Other than identifying the challenges faced when administering PROMs, this study also highlighted important considerations to be taken when interpreting PROM data in CAP populations. Consistent with previous studies [18, 48], older individuals tended to report less bothersome symptoms at admission and reported less improvement 30 days after discharge. Possible reasons for this trend include (i) younger individuals generally need to be more symptomatic relative to elderly to be hospitalized, whereas the threshold for admission in the elderly may be much lower; (ii) age-related immunologic changes may dampen systemic reactions to infection such as fever and sweating [18], and (iii) older individuals with chronic illness may be accustomed to poor health meaning the marginal impact of an acute episode is reduced. It is therefore possible that outcome scores may be less responsive to change in elderly, multimorbid cohorts due to the high burden of chronic illness. This may also explain the lower CAP-Sym scores at admission reported in this study when compared to others conducted in younger cohorts with less burden of chronic disease [49, 50].

The results of this study also demonstrated that, for a number of participants, endurance during physical tasks was reduced even a month after discharge from hospital. It may be hypothesized, based on results of this and other studies [5, 51], that long-term ongoing decrease in overall health status reported by CAP patients is linked to fatigue and reduced endurance for activities of daily living, rather than overall burden of symptoms which appear to return quickly to baseline [3]. Further research is required to fully investigate the role of impaired endurance in poor long-term outcomes from CAP and identify effective interventions to address poor exercise tolerance.

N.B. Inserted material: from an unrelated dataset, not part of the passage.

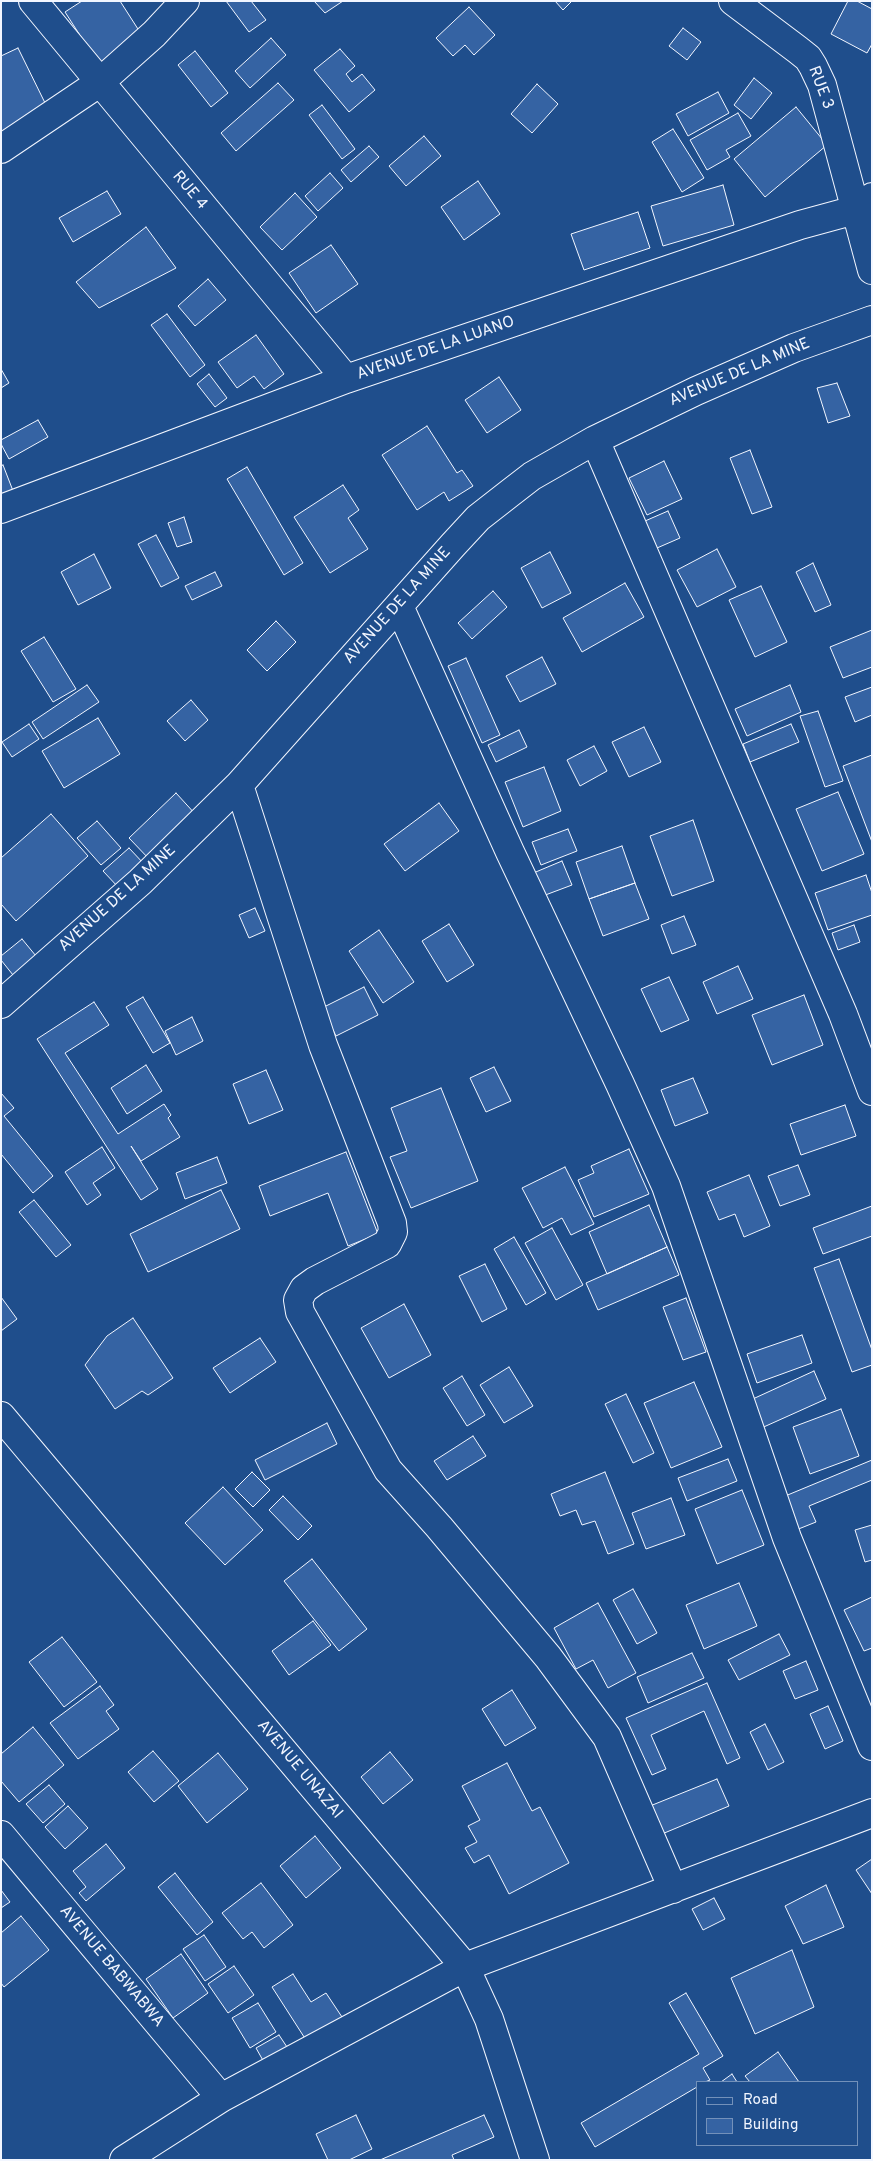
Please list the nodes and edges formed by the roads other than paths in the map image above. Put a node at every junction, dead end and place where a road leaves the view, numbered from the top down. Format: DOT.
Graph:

This study is the first study to the author’s knowledge to investigate the feasibility of implementing PROMs for patients hospitalized with CAP, though it has several important limitations. Due to the convenience sampling approach employed within a larger trial, the overall sample size was small. Results of the analysis should therefore be considered exploratory, though they provide a useful starting point for researchers considering applying PROMs in hospitalized elderly populations. The limited sample size was compounded by a lack of access to interpreting services which precluded measurement of PROM feasibility in patients from non-English speaking backgrounds. Results of the study can therefore only be generalized to English-speaking patient groups. Finally, while levels of attrition were in themselves an interesting outcome of this study, high numbers lost to follow-up precluded statistical analysis of the 90-day outcomes due to the risk of bias introduced by missing data in an already small sample.

Conclusions

A modular approach to PROMs, comprising routine application of three short instruments (EQ5D, LLFDI, and CAP-Sym), can provide valuable information relating to multiple aspects of clinical recovery for individuals hospitalized with CAP. However, the heterogeneous characteristics, acuity of illness, and complex underlying health status of this population preclude the participation of a significant proportion of individuals in PROM assessment, introducing challenges to feasibility and interpretability of these instruments. The exclusion of individuals from diverse language backgrounds and with cognitive impairment from PROM assessment is a particular concern, and high rates of attrition also affected the feasibility of longitudinal assessment with these instruments.